In the Byrd case, 273 Ala. 207, 137 So. 2d 743, we held that where the employer picked up two of his employees at their homes and drove five or six miles to work and brought them back home at the end of the day, but transportation was not required, was not a part of the contract of employment, and they could furnish their own transportation as did another employee, such transportation was a convenience or gratuity furnished by the employer, and the employees were not within an exclusionary clause similar to the one in the instant case.

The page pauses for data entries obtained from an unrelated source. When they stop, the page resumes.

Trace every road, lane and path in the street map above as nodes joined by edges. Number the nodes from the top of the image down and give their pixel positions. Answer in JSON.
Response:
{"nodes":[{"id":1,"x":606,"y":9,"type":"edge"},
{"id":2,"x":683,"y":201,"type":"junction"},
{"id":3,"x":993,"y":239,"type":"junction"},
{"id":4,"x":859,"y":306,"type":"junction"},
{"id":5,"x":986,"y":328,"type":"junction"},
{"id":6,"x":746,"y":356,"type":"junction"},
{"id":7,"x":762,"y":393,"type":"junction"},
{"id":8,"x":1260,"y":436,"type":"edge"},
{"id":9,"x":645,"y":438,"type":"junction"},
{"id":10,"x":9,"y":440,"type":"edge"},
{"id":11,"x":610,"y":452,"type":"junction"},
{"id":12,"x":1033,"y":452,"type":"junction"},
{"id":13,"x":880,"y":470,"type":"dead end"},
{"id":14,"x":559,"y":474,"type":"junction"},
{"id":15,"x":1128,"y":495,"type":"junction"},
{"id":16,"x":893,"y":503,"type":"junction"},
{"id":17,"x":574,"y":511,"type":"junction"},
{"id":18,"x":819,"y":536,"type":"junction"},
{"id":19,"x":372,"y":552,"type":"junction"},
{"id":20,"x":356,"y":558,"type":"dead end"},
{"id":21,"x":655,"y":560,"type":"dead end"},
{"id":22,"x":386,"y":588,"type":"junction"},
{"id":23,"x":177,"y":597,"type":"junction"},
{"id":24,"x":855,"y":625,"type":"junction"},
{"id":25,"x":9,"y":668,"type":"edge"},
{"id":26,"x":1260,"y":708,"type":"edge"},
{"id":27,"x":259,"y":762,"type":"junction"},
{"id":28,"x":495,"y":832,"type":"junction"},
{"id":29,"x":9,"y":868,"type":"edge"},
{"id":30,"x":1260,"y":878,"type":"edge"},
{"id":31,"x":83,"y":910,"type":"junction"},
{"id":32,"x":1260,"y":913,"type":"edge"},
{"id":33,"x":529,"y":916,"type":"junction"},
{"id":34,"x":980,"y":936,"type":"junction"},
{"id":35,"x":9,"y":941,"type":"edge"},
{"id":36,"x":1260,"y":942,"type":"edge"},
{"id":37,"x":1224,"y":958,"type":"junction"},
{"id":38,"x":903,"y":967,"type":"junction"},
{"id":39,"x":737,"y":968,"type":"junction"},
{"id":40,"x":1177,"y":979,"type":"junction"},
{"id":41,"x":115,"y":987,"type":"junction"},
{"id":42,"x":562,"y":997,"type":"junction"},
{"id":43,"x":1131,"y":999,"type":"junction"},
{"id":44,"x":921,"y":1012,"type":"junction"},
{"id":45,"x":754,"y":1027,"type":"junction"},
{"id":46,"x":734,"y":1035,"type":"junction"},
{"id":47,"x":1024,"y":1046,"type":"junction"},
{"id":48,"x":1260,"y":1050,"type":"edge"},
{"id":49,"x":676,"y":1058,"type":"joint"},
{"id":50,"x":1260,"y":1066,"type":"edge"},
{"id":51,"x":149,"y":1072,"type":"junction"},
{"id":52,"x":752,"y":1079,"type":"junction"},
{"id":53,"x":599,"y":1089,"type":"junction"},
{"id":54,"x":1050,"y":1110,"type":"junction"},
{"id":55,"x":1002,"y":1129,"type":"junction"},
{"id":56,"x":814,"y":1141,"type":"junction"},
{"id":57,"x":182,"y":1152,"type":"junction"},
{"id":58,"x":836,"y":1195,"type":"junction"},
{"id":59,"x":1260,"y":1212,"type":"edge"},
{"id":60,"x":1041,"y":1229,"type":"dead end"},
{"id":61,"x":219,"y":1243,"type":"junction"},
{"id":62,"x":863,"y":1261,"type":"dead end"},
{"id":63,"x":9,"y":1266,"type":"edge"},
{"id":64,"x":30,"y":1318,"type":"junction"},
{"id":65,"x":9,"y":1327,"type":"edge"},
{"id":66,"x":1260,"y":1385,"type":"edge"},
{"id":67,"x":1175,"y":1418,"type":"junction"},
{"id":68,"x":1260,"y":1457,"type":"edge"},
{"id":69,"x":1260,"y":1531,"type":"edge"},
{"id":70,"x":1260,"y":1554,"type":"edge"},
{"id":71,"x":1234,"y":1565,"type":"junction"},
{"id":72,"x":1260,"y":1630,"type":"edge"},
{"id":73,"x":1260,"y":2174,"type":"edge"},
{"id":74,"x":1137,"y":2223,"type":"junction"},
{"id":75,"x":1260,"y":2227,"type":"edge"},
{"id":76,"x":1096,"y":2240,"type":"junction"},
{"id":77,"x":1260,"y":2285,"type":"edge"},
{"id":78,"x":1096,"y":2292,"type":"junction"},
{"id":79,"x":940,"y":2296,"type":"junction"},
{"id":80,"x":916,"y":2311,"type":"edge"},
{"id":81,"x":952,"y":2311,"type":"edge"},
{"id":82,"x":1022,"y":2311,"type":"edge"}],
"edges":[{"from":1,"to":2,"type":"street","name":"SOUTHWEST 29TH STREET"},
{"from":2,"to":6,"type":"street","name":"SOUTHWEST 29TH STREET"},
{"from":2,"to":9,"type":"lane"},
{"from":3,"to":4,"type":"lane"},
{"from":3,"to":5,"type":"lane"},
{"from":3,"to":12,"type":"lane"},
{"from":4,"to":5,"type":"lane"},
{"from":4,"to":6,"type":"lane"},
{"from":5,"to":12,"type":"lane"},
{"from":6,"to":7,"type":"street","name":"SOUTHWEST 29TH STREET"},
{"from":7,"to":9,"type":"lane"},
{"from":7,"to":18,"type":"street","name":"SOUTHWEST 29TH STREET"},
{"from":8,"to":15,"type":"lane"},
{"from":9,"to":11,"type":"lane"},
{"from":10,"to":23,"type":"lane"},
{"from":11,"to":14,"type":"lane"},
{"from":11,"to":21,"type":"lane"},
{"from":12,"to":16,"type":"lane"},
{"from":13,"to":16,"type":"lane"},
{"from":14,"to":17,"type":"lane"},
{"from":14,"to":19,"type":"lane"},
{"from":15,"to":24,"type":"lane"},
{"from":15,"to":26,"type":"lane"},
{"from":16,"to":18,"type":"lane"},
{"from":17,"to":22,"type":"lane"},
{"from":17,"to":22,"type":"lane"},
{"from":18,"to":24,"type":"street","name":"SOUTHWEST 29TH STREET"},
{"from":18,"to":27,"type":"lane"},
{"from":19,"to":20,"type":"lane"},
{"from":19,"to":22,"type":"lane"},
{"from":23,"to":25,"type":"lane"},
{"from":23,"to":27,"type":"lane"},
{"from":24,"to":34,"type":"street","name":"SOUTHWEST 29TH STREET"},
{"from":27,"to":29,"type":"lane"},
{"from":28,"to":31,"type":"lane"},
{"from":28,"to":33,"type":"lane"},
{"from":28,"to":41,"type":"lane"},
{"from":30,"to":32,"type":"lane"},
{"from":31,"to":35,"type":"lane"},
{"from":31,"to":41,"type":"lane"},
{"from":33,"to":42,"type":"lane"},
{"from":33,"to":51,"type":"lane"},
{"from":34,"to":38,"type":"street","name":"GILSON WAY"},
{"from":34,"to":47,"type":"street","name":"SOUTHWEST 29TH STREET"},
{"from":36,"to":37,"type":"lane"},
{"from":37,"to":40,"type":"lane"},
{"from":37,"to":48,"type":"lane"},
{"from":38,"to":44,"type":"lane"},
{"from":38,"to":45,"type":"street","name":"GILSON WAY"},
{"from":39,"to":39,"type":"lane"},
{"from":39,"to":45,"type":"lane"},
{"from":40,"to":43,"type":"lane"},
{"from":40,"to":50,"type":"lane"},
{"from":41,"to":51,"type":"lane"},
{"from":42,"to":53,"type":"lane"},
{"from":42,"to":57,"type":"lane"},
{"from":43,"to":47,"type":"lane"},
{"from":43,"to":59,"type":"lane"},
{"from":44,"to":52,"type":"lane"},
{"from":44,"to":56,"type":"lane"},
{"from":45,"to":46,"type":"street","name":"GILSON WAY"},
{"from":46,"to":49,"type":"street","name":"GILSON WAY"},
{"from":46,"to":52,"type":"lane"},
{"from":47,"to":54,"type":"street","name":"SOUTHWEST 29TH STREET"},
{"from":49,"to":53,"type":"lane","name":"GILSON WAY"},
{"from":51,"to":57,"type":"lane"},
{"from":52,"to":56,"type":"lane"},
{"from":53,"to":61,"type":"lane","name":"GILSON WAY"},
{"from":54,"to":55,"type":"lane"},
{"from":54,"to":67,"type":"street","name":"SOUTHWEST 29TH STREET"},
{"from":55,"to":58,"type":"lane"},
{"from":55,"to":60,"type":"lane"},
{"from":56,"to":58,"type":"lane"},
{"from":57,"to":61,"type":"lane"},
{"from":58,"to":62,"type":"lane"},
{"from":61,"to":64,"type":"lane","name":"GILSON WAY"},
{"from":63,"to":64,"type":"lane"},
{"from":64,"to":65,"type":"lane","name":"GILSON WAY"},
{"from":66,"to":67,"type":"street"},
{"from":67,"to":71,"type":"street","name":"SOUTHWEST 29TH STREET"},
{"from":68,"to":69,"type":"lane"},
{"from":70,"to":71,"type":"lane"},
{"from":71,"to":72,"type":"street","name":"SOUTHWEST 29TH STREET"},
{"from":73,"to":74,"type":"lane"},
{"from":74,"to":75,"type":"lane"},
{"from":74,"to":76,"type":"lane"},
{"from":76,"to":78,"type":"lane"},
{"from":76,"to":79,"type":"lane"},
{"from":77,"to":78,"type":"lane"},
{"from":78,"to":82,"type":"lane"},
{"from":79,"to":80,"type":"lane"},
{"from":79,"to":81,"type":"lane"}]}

We also held that whether the transportation to and from work furnished by an employer to one in his employ is an incident of that employment is, when the evidence on the questions is disputed, a question of fact dependent upon the particular circumstances of the case.

The trial court, after hearing the evidence, found that the transportation of the intervenors was not incident to their employment, but was supplied by appellees as a convenience or gratuity. The evidence we have outlined supports this finding. We cannot say that the finding is plainly erroneous or manifestly unjust.

Under the authority of the Byrd case, 273 Ala. 207, 137 So. 2d 743, and cases therein cited, the decree of the trial court should be affirmed.

Appellees have argued that appellant's brief should not be considered since it adopted the argument used in assignment five in support of another assignment of error. This argument is without merit because we have held that this is permissible. Accident Indemnity Ins. Co. v. Feely, Ala., 181 So.2d 889[1].

Affirmed.

LIVINGSTON, C. J., and SIMPSON and HARWOOD, JJ., concur.